**Activity**
Copy each entry below exactly as it appears.
[Start of Attachment]
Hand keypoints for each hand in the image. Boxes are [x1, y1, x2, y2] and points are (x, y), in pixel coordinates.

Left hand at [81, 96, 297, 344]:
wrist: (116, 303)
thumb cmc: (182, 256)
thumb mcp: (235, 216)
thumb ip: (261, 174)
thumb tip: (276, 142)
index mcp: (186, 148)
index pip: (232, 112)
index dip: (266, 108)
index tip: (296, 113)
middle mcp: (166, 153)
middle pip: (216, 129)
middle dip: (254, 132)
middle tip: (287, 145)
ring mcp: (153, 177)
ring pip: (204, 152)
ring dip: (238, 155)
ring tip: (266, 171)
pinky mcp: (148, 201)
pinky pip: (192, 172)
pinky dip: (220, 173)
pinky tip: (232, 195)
[End of Attachment]
**Written reply**
Hand keypoints for each hand in the image. Boxes are [x1, y1, x2, y2] and points are (x, y), in pixel coordinates.

Left hand at [81, 96, 297, 344]:
wrist: (116, 303)
thumb cmc: (182, 256)
thumb mcp: (235, 216)
thumb ip: (261, 174)
thumb tip: (276, 142)
index mcp: (186, 148)
index pip: (232, 112)
index dip: (266, 108)
index tip: (296, 113)
middle mcp: (166, 153)
middle pip: (216, 129)
middle dip: (254, 132)
middle tip: (287, 145)
ring mcp: (153, 177)
ring pip: (204, 152)
ring dip: (238, 155)
ring tip: (266, 171)
pinky mcp: (148, 201)
pinky pip: (192, 172)
pinky dip: (220, 173)
pinky tip: (232, 195)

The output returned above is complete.